My sister has a saying I’ve heard her holler at any of her four children when they are moping or grumbling or just being absolute pills: “Go spread your seeds of discontent somewhere else!”
I love when she says this. I think she may have picked up the saying from our great-grandmother, now long gone, who had 12 children. Great-Grandma Duncan knew how a grumpy attitude could spread like wildfire through her children.
But it isn’t just for children that I like this saying; it is a good reminder for me. I can get cranky. It is in hindsight that I can see how I have sometimes walked into my home, scattering my seeds of discontent thoughtlessly to my youngest in the kitchen and then to my oldest in the front room. My husband watches as I move through the house like a tornado until there are children picking on each other, stomping up and down the stairs, and I know I have succeeded in planting my seeds of discontent that have now taken root.
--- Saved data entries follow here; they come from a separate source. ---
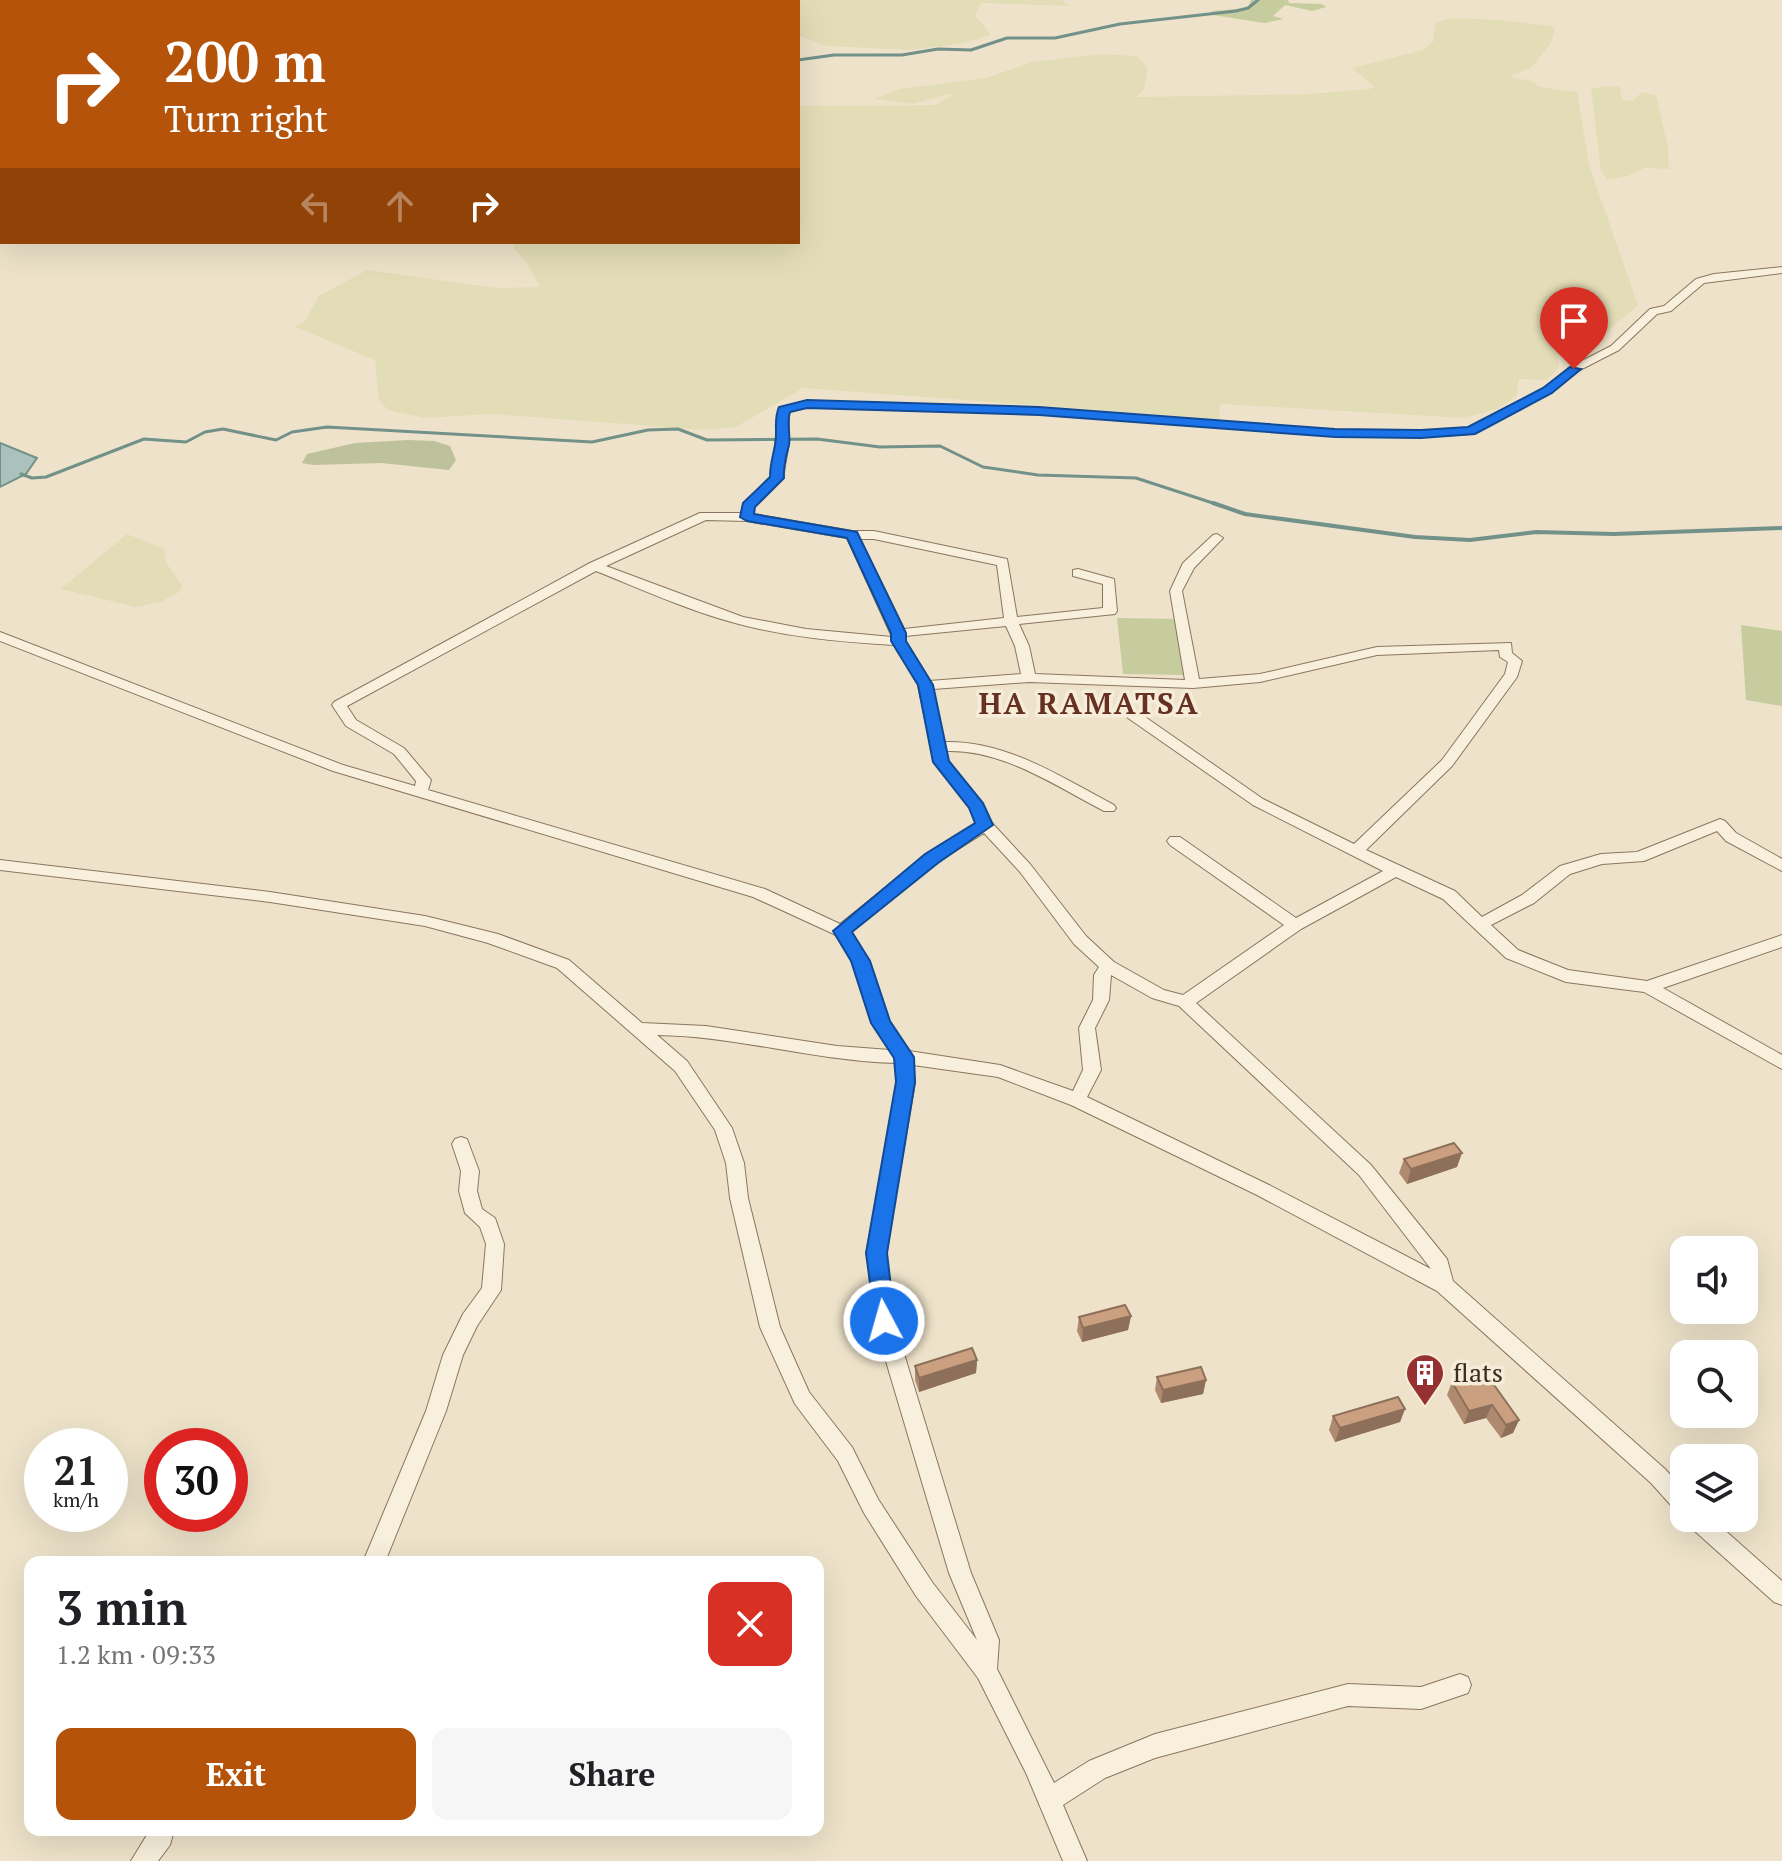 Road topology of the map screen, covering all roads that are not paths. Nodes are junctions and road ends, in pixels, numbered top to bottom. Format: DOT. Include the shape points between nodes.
graph roads {
  1 [pos="1782,270"];
  2 [pos="747,517"];
  3 [pos="852,535"];
  4 [pos="1217,538"];
  5 [pos="595,566"];
  6 [pos="1078,573"];
  7 [pos="1011,621"];
  8 [pos="0,636"];
  9 [pos="898,637"];
  10 [pos="1029,678"];
  11 [pos="1193,684"];
  12 [pos="925,685"];
  13 [pos="1133,715"];
  14 [pos="938,747"];
  15 [pos="420,793"];
  16 [pos="1109,808"];
  17 [pos="985,825"];
  18 [pos="1175,841"];
  19 [pos="1356,851"];
  20 [pos="0,865"];
  21 [pos="1782,866"];
  22 [pos="1396,871"];
  23 [pos="1481,924"];
  24 [pos="1295,925"];
  25 [pos="842,931"];
  26 [pos="1782,941"];
  27 [pos="1108,966"];
  28 [pos="1648,987"];
  29 [pos="1185,1002"];
  30 [pos="639,1029"];
  31 [pos="904,1057"];
  32 [pos="1782,1063"];
  33 [pos="1077,1100"];
  34 [pos="461,1144"];
  35 [pos="1444,1285"];
  36 [pos="1670,1489"];
  37 [pos="1712,1532"];
  38 [pos="376,1556"];
  39 [pos="1782,1595"];
  40 [pos="986,1670"];
  41 [pos="1460,1685"];
  42 [pos="1049,1800"];
  43 [pos="158,1836"];
  44 [pos="143,1861"];
  45 [pos="1075,1861"];
  1 -- 2 [label="street" via="1700,281 1667,309 1654,311 1615,348 1471,431 1335,433 1039,411 794,406 784,410 780,423 784,436 776,459 777,478 748,506"];
  2 -- 3 [label="street"];
  2 -- 5 [label="street" via="704,516"];
  3 -- 7 [label="street" via="1003,562"];
  3 -- 9 [label="street"];
  4 -- 11 [label="street" via="1188,566 1176,591"];
  5 -- 9 [label="street" via="756,624 842,639"];
  5 -- 15 [label="street" via="339,705 351,723 399,751 424,780"];
  6 -- 7 [label="street" via="1109,582 1110,611"];
  7 -- 9 [label="street"];
  7 -- 10 [label="street"];
  8 -- 15 [label="street" via="338,768"];
  9 -- 12 [label="street"];
  10 -- 11 [label="street"];
  10 -- 12 [label="street"];
  11 -- 19 [label="street" via="1260,678 1377,651 1506,646 1505,654 1515,661 1512,674 1447,763"];
  12 -- 14 [label="street"];
  13 -- 19 [label="street" via="1258,802"];
  14 -- 16 [label="street" via="955,744 1015,760"];
  14 -- 17 [label="street" via="941,762"];
  15 -- 25 [label="street" via="759,893"];
  17 -- 25 [label="street" via="931,859"];
  17 -- 27 [label="street" via="1080,940"];
  18 -- 24 [label="street"];
  19 -- 22 [label="street"];
  20 -- 30 [label="street" via="270,897 425,921 492,938 563,964"];
  21 -- 23 [label="street" via="1731,837 1720,824 1639,857 1601,859 1565,870 1528,899"];
  22 -- 23 [label="street" via="1449,895"];
  22 -- 24 [label="street"];
  23 -- 28 [label="street" via="1512,954 1551,972"];
  24 -- 29 [label="street"];
  25 -- 31 [label="street" via="861,961 881,1023"];
  26 -- 28 [label="street"];
  27 -- 29 [label="street" via="1158,994"];
  27 -- 33 [label="street" via="1102,975 1101,1000 1087,1028 1092,1070"];
  28 -- 32 [label="street"];
  29 -- 35 [label="street" via="1365,1170 1440,1265"];
  30 -- 31 [label="street" via="685,1027 861,1057"];
  30 -- 40 [label="street" via="681,1066 723,1128 770,1327 802,1398 845,1454 924,1589"];
  31 -- 33 [label="street" via="1000,1071"];
  31 -- 40 [label="street" via="906,1082 877,1253 884,1321 960,1573 988,1640"];
  33 -- 35 [label="street"];
  34 -- 38 [label="street" via="474,1213 488,1223 495,1244 491,1290 453,1355 436,1411"];
  35 -- 36 [label="street"];
  37 -- 39 [label="street"];
  40 -- 42 [label="street"];
  41 -- 42 [label="street" via="1421,1698 1348,1695 1155,1746 1097,1769"];
  42 -- 45 [label="street"];
  43 -- 44 [label="street"];
}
The Book of Proverbs says, “A cheerful heart is a good medicine, but a downcast spirit dries up the bones.” (17:22) Sometimes I am better at being the downcast spirit. And yet, I do know what it feels like to be on the receiving end of a cheerful heart.
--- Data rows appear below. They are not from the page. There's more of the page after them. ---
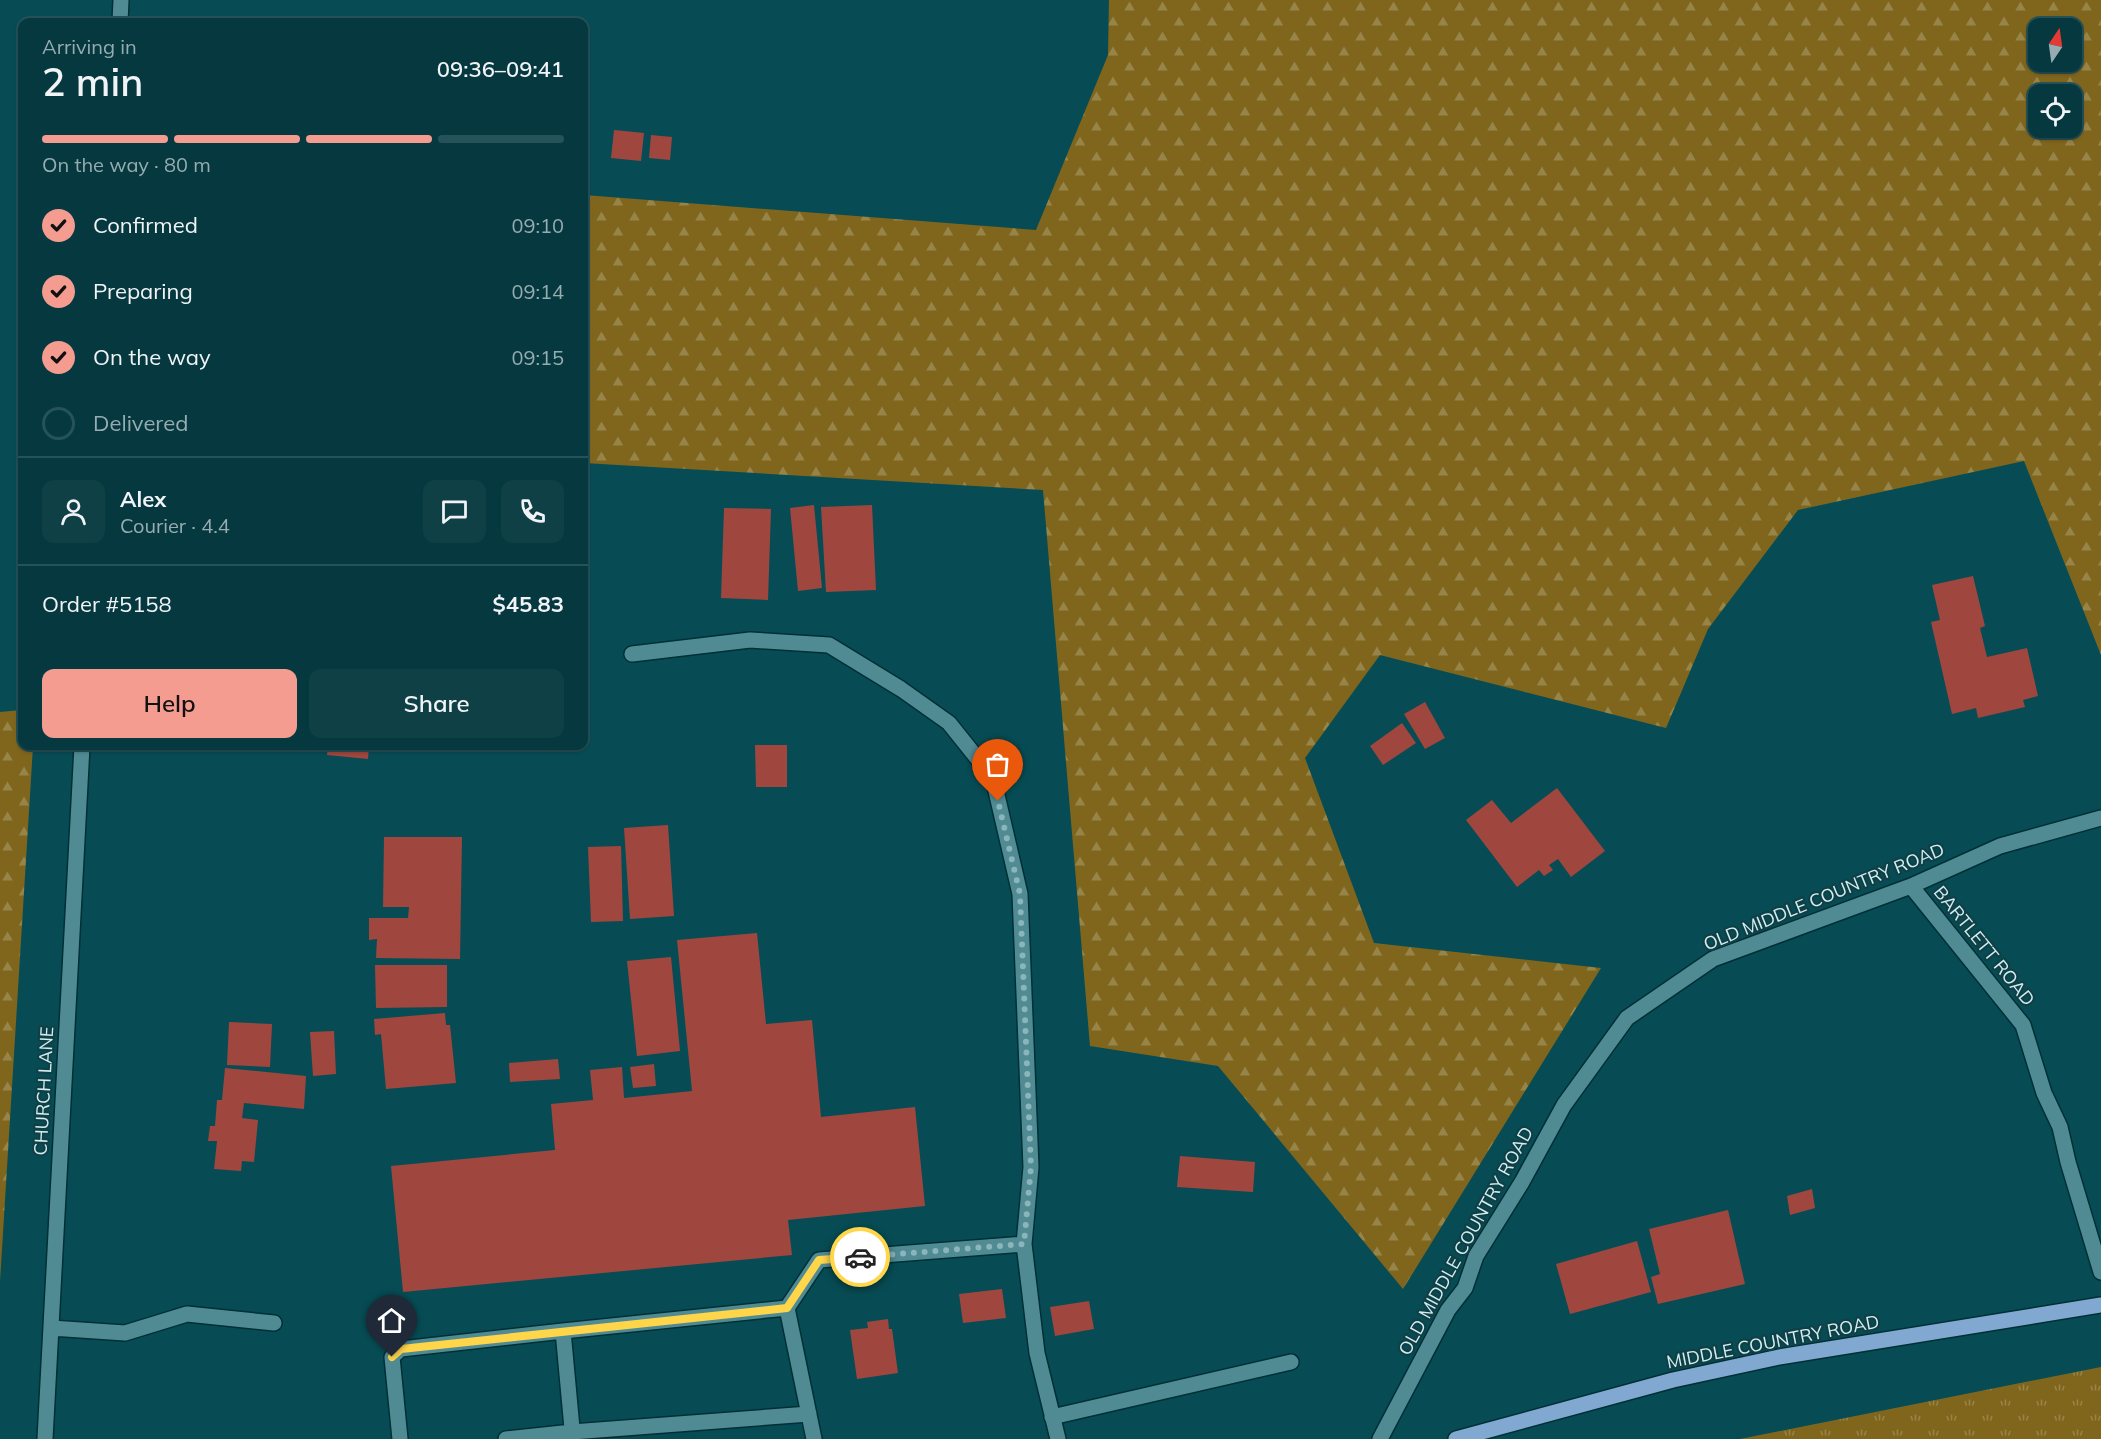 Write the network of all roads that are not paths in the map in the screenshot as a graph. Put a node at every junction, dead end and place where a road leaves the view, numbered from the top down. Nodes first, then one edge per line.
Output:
1 (121, 0) edge
2 (120, 18) edge
3 (632, 654) dead end
4 (82, 750) edge
5 (2101, 818) edge
6 (1911, 886) junction
7 (1024, 1244) junction
8 (2101, 1272) edge
9 (2101, 1305) edge
10 (787, 1308) junction
11 (274, 1323) dead end
12 (51, 1328) junction
13 (563, 1331) junction
14 (1291, 1362) dead end
15 (809, 1414) junction
16 (1052, 1417) junction
17 (572, 1435) edge
18 (45, 1439) edge
19 (400, 1439) edge
20 (506, 1439) edge
21 (814, 1439) edge
22 (1058, 1439) edge
23 (1380, 1439) edge
24 (1456, 1439) edge

1 - 2 street
3 - 7 street
4 - 12 street, CHURCH LANE
5 - 6 street, OLD MIDDLE COUNTRY ROAD
6 - 8 street, BARTLETT ROAD
6 - 23 street, OLD MIDDLE COUNTRY ROAD
7 - 10 street
7 - 16 street
9 - 24 main road, MIDDLE COUNTRY ROAD
10 - 13 street
10 - 15 street
11 - 12 street
12 - 18 street, CHURCH LANE
13 - 17 street
13 - 19 street
14 - 16 street
15 - 17 street
15 - 21 street
16 - 22 street
17 - 20 street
My youngest has a cheerful heart. When he was a toddler, two of his nicknames were Cheerful Chap and Jolly Old Soul. To him everything is wonder and amazement and fascinating. Now at 12, he is a fountain of facts: “Mommy, did you know a shark is the only known fish that can blink with both eyes?” Or, “Mommy, did you know most people fall asleep in seven minutes?”
He is always Johnny-on-the-spot whenever any of us needs a helper. Take out the trash? He’s got it. Bring up the laundry from the dryer? No problem!
And I begin to notice how this cheerfulness is a gift. A grace. For that is what grace means, a gift, something freely offered. Proverbs says, “A glad heart makes a cheerful countenance.” (15:13) My son’s cheerful countenance is simply part of who he is.
I’m not as easily cheerful. When I am not, I know it is because my heart, the core of my being, is not centered on Jesus. This is what Jesus meant when he said, “This people honors me with their lips, but their hearts are far from me.” (Matthew 15:8) When I am grouchy, I need to reorient my heart with Christ’s. When my inner orientation is focused on Christ, not on the circumstances swirling around me, my outward countenance reflects this.
Whenever I feel grumpiness, which is a form of unfocus, I return to the Examen. Lately, I enjoy praying the Examen at the start of my day instead of the end. I go over the past day. Where was God present? And where did my emotions take over? The Examen helps me to reorient my heart back to Jesus as I start my day.
I think it might be working. As I prayed through this morning and reviewed my previous day, I was reminded of a moment with a new acquaintance at the gym. When we introduced ourselves, she said to me, “I always appreciate how you have a smile ready for me each morning.”
May my cheerful heart be a gift to her. A grace.